Is ΣWeibullpdf(x)*2^x, x=0 to infinity even finite?
 
Anonymous
Because it's getting uncomfortably close to the territory of computability theory, the Chomsky hierarchy, and Gödel's incompleteness theorem
 
Anonymous
It's like how regex can't parse HTML
 
@ThomasKwa I don't think so
 
8:41 PM
I'm deciding whether or not t do all the project euler problems... Any suggestions?
 
Anonymous
@AlienG python
 
@Mego I want to do them in python, C#/Java and maybe in one more...
 
@AlienG JavaScript.
 
Anonymous
@AlienG Start with python. Builtin bignum support makes it a lot easier to solve some of the problems that involve massive numbers (though the best solutions often involve exploiting number theory to not have to deal with massive numbers). Then port them to other languages that don't do bignums as well.
 
I've been trying to do all the Project Euler problems in python, but for one I had to do JavaScript.
 
8:45 PM
Well I like Python and all but I usually use C# (90% of the time) so I'm sort of torn...
 
@Mego You just took one step up the abstraction ladder; that's further from defining the concept.
 
Anonymous
@ThomasKwa Let's put it this way. The solution should almost surely identify every finite input correctly.
 
Anonymous
I'd be happy if the solution could correctly categorize every solution currently on the site as CJam, Pyth, Golfscript, or none of the above (probably perl).
 
Anonymous
But for the sake of my bounty, it is only required to correctly identify all of the test cases in the OP.
 
I like to do the Project Euler problems in APL.
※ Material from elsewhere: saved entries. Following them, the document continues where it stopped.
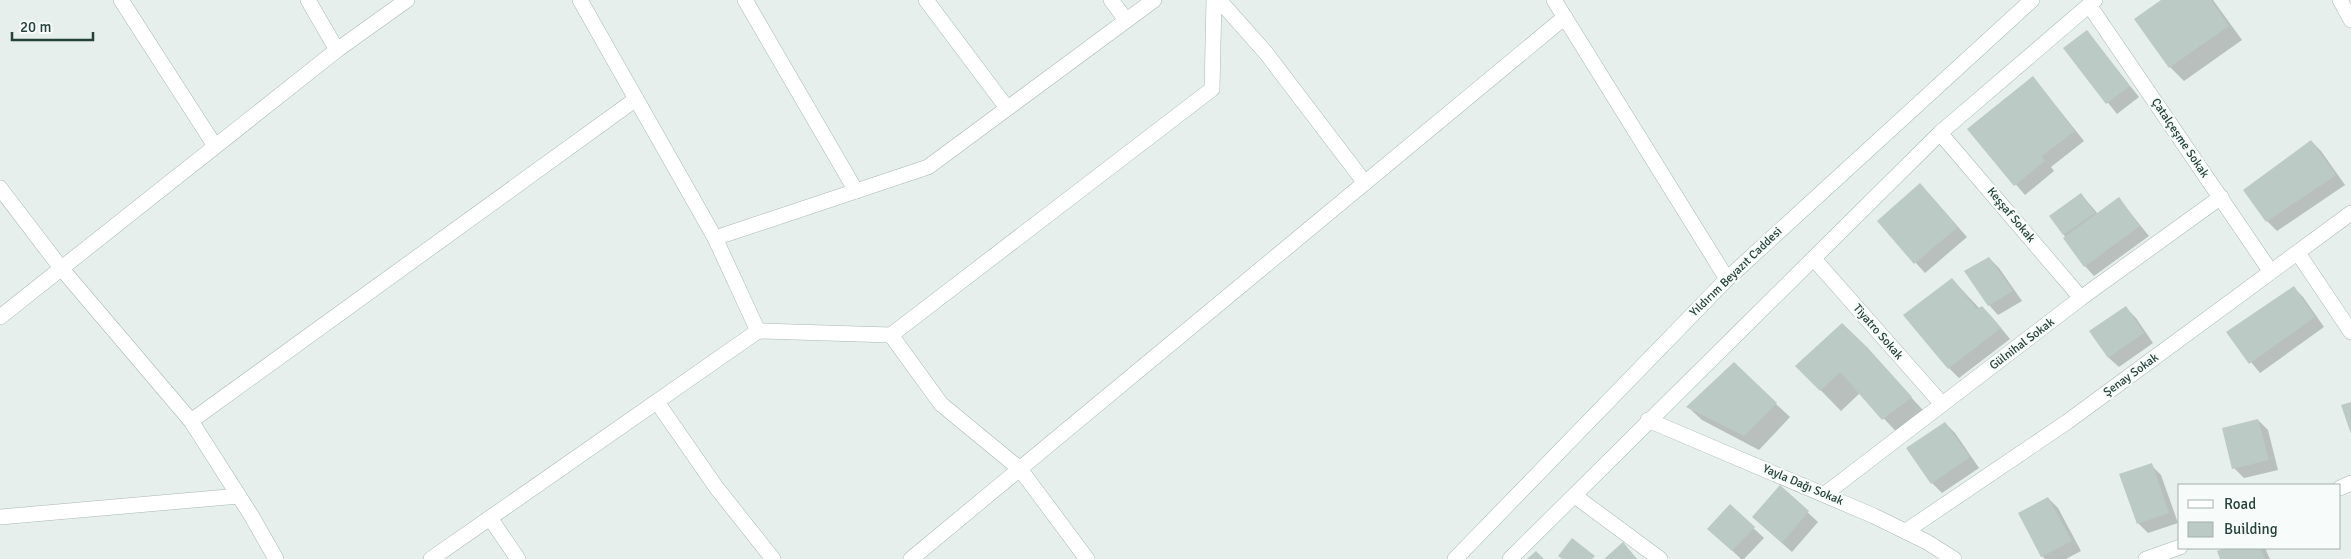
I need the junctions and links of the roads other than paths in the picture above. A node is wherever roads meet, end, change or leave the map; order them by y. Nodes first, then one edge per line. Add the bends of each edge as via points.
1 (121, 0) edge
2 (308, 0) edge
3 (407, 0) edge
4 (580, 0) edge
5 (745, 0) edge
6 (926, 0) edge
7 (1111, 0) edge
8 (1154, 0) edge
9 (1214, 0) edge
10 (1219, 0) edge
11 (1554, 0) edge
12 (2032, 0) edge
13 (2340, 0) edge
14 (2092, 2) edge
15 (1565, 17) junction
16 (1126, 20) junction
17 (2351, 20) edge
18 (337, 50) junction
19 (636, 99) junction
20 (1007, 108) junction
21 (1940, 132) junction
22 (215, 146) junction
23 (1365, 183) junction
24 (0, 188) edge
25 (856, 191) junction
26 (2221, 197) junction
27 (2351, 214) edge
28 (715, 238) junction
29 (2298, 253) junction
30 (1814, 259) junction
31 (60, 268) junction
32 (2271, 272) junction
33 (1726, 279) junction
34 (2081, 298) junction
35 (0, 317) edge
36 (758, 332) junction
37 (2351, 332) edge
38 (891, 334) junction
39 (658, 402) junction
40 (1942, 404) junction
41 (1648, 420) junction
42 (191, 421) junction
43 (1020, 469) junction
44 (1825, 494) junction
45 (239, 496) junction
46 (1574, 496) junction
47 (0, 517) edge
48 (490, 518) junction
49 (1906, 531) junction
50 (2178, 547) edge
51 (276, 559) edge
52 (431, 559) edge
53 (518, 559) edge
54 (774, 559) edge
55 (911, 559) edge
56 (1087, 559) edge
57 (1455, 559) edge
58 (1510, 559) edge
59 (1660, 559) edge
60 (1954, 559) edge
61 (2146, 559) edge

1 - 22 street
2 - 18 street
3 - 18 street
4 - 19 street
5 - 25 street
6 - 20 street
7 - 16 street
8 - 16 street
9 - 38 street via 1212,89
10 - 23 street via 1266,53
11 - 15 street
12 - 33 street, Yıldırım Beyazıt Caddesi
13 - 17 street
14 - 21 street
14 - 26 street, Çatalçeşme Sokak
15 - 23 street
15 - 33 street
16 - 20 street
18 - 22 street
19 - 28 street
19 - 42 street
20 - 25 street via 928,166
21 - 30 street
21 - 34 street, Keşşaf Sokak
22 - 31 street
23 - 43 street
24 - 31 street
25 - 28 street
26 - 32 street, Çatalçeşme Sokak
26 - 34 street, Gülnihal Sokak
27 - 29 street, Şenay Sokak
28 - 36 street
29 - 32 street, Şenay Sokak
29 - 37 street
30 - 40 street, Tiyatro Sokak
30 - 41 street
31 - 35 street
31 - 42 street
32 - 49 street, Şenay Sokak via 2067,422
33 - 57 street, Yıldırım Beyazıt Caddesi
34 - 40 street, Gülnihal Sokak
36 - 38 street
36 - 39 street
38 - 43 street via 941,404
39 - 48 street
39 - 54 street via 716,487
40 - 44 street, Gülnihal Sokak
41 - 44 street, Yayla Dağı Sokak
41 - 46 street
42 - 45 street
43 - 55 street
43 - 56 street
44 - 49 street, Yayla Dağı Sokak
45 - 47 street
45 - 51 street
46 - 58 street
46 - 59 street
48 - 52 street
48 - 53 street
49 - 60 street, Yayla Dağı Sokak
50 - 61 street

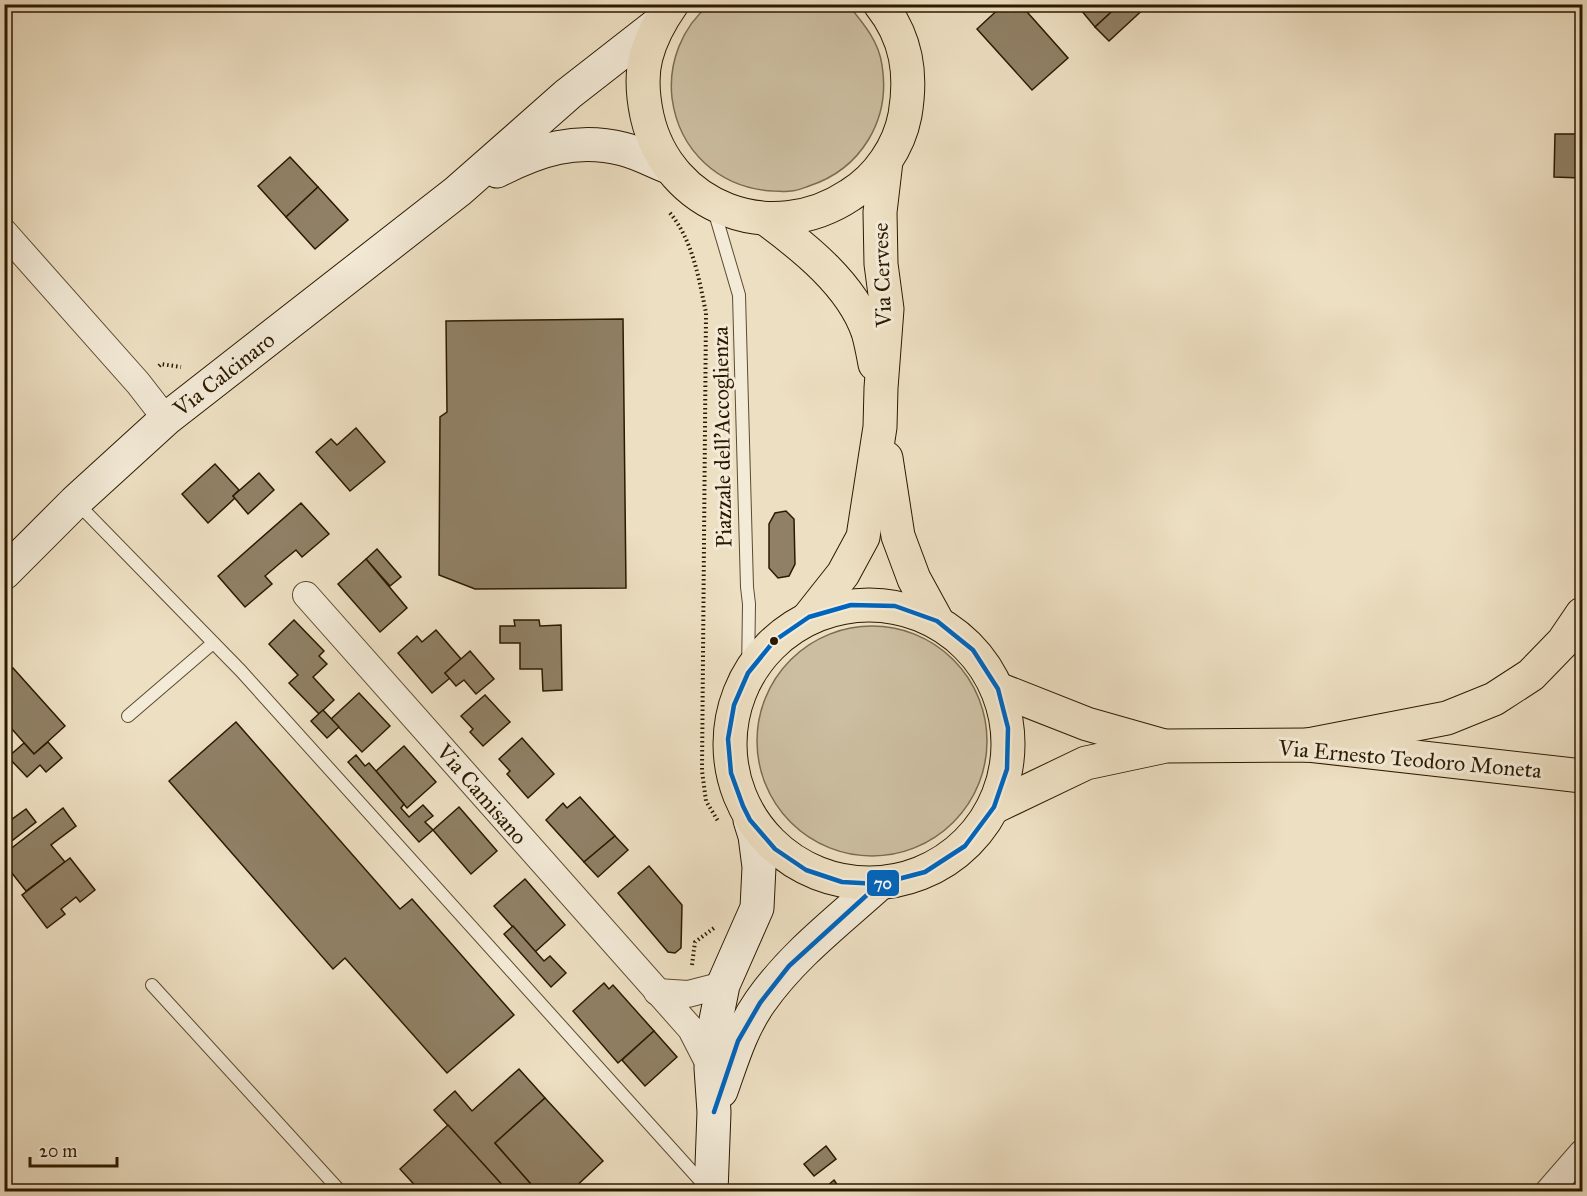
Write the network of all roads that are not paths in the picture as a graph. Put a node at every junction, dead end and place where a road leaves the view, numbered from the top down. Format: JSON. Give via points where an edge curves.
{"nodes":[{"id":1,"x":880,"y":4,"type":"edge"},
{"id":2,"x":665,"y":14,"type":"edge"},
{"id":3,"x":886,"y":161,"type":"junction"},
{"id":4,"x":671,"y":168,"type":"junction"},
{"id":5,"x":458,"y":191,"type":"junction"},
{"id":6,"x":712,"y":203,"type":"junction"},
{"id":7,"x":766,"y":219,"type":"junction"},
{"id":8,"x":4,"y":232,"type":"edge"},
{"id":9,"x":881,"y":388,"type":"junction"},
{"id":10,"x":166,"y":419,"type":"junction"},
{"id":11,"x":880,"y":427,"type":"junction"},
{"id":12,"x":75,"y":502,"type":"junction"},
{"id":13,"x":4,"y":573,"type":"edge"},
{"id":14,"x":306,"y":595,"type":"dead end"},
{"id":15,"x":1582,"y":615,"type":"edge"},
{"id":16,"x":809,"y":617,"type":"junction"},
{"id":17,"x":937,"y":621,"type":"junction"},
{"id":18,"x":213,"y":643,"type":"junction"},
{"id":19,"x":748,"y":673,"type":"junction"},
{"id":20,"x":998,"y":689,"type":"junction"},
{"id":21,"x":128,"y":716,"type":"dead end"},
{"id":22,"x":1308,"y":745,"type":"junction"},
{"id":23,"x":1166,"y":746,"type":"junction"},
{"id":24,"x":1582,"y":776,"type":"edge"},
{"id":25,"x":994,"y":807,"type":"junction"},
{"id":26,"x":735,"y":821,"type":"junction"},
{"id":27,"x":879,"y":884,"type":"junction"},
{"id":28,"x":152,"y":985,"type":"dead end"},
{"id":29,"x":723,"y":985,"type":"junction"},
{"id":30,"x":657,"y":992,"type":"junction"},
{"id":31,"x":711,"y":1068,"type":"junction"},
{"id":32,"x":714,"y":1112,"type":"junction"},
{"id":33,"x":1582,"y":1153,"type":"edge"},
{"id":34,"x":341,"y":1191,"type":"edge"},
{"id":35,"x":710,"y":1191,"type":"edge"},
{"id":36,"x":1548,"y":1191,"type":"edge"}],
"edges":[{"from":1,"to":3,"type":"main road","via":[[892,19],[906,54],[909,91],[903,128]]},
{"from":2,"to":4,"type":"main road","via":[[646,59],[643,97],[652,135]]},
{"from":2,"to":5,"type":"main road","name":"Via Calcinaro"},
{"from":3,"to":7,"type":"main road","via":[[863,187],[834,206],[801,217]]},
{"from":3,"to":9,"type":"main road","name":"Via Cervese","via":[[880,212],[887,309]]},
{"from":4,"to":5,"type":"main road","name":"Via Calcinaro","via":[[622,149],[576,144],[528,155]]},
{"from":4,"to":6,"type":"main road"},
{"from":5,"to":10,"type":"main road","name":"Via Calcinaro"},
{"from":6,"to":7,"type":"main road","via":[[738,214]]},
{"from":6,"to":19,"type":"lane","name":"Piazzale dell'Accoglienza","via":[[739,295]]},
{"from":7,"to":9,"type":"main road","name":"Via Cervese","via":[[806,249],[851,301],[867,331]]},
{"from":8,"to":10,"type":"street"},
{"from":9,"to":11,"type":"main road","name":"Via Cervese"},
{"from":10,"to":12,"type":"main road","name":"Via Calcinaro"},
{"from":11,"to":16,"type":"main road","name":"Via Cervese","via":[[864,537],[843,574]]},
{"from":11,"to":17,"type":"main road","name":"Via Cervese","via":[[898,536],[914,579]]},
{"from":12,"to":13,"type":"main road","name":"Via Calcinaro"},
{"from":12,"to":18,"type":"lane"},
{"from":14,"to":30,"type":"street","name":"Via Camisano"},
{"from":15,"to":22,"type":"main road","via":[[1532,675],[1494,699],[1447,718]]},
{"from":16,"to":17,"type":"main road","via":[[851,605],[895,606]]},
{"from":16,"to":19,"type":"main road","via":[[774,640]]},
{"from":17,"to":20,"type":"main road","via":[[973,650]]},
{"from":18,"to":21,"type":"lane"},
{"from":18,"to":35,"type":"lane"},
{"from":19,"to":26,"type":"main road","via":[[734,705],[729,739],[731,773],[742,806]]},
{"from":20,"to":23,"type":"main road","name":"Via Ernesto Teodoro Moneta","via":[[1086,724]]},
{"from":20,"to":25,"type":"main road","via":[[1008,728],[1007,769]]},
{"from":22,"to":23,"type":"main road","name":"Via Ernesto Teodoro Moneta"},
{"from":22,"to":24,"type":"main road","name":"Via Ernesto Teodoro Moneta"},
{"from":23,"to":25,"type":"main road","name":"Via Ernesto Teodoro Moneta","via":[[1086,763]]},
{"from":25,"to":27,"type":"main road","via":[[965,846],[925,872]]},
{"from":26,"to":27,"type":"main road","via":[[806,870],[842,882]]},
{"from":26,"to":29,"type":"main road","via":[[755,836],[759,867],[757,908]]},
{"from":27,"to":32,"type":"main road","via":[[789,966],[759,1003],[738,1041]]},
{"from":28,"to":34,"type":"lane"},
{"from":29,"to":30,"type":"street","via":[[688,994]]},
{"from":29,"to":31,"type":"main road"},
{"from":30,"to":31,"type":"street","name":"Via Camisano","via":[[691,1029]]},
{"from":31,"to":32,"type":"main road"},
{"from":32,"to":35,"type":"main road"},
{"from":33,"to":36,"type":"street"}]}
Which reminds me, I should do more of those.
I think I did the first 10 and then forgot about it.
 
8:54 PM
@CᴏɴᴏʀO'Bʀɪᴇɴ How many have you solved so far?
 
@El'endiaStarman Lemme check...
 
@AlienG I highly credit Project Euler with helping me learn Python.
 
A pitiful 12 problems
 
1-10, 14, and 89
 
8:56 PM
gotcha
And that's an interesting spread. :P
 
How about you? (And yes, it is XD)
 
um...
135 problems...
 
ಠ_ಠ
nice :D
 
:D
I've solved the majority of those, basically all but the first couple dozen or so, with Python.
 
Anonymous
Uh-oh
 
Anonymous
8:59 PM
PE is saying the password Chrome has saved for me is incorrect
 
Nice! What was the other language(s)?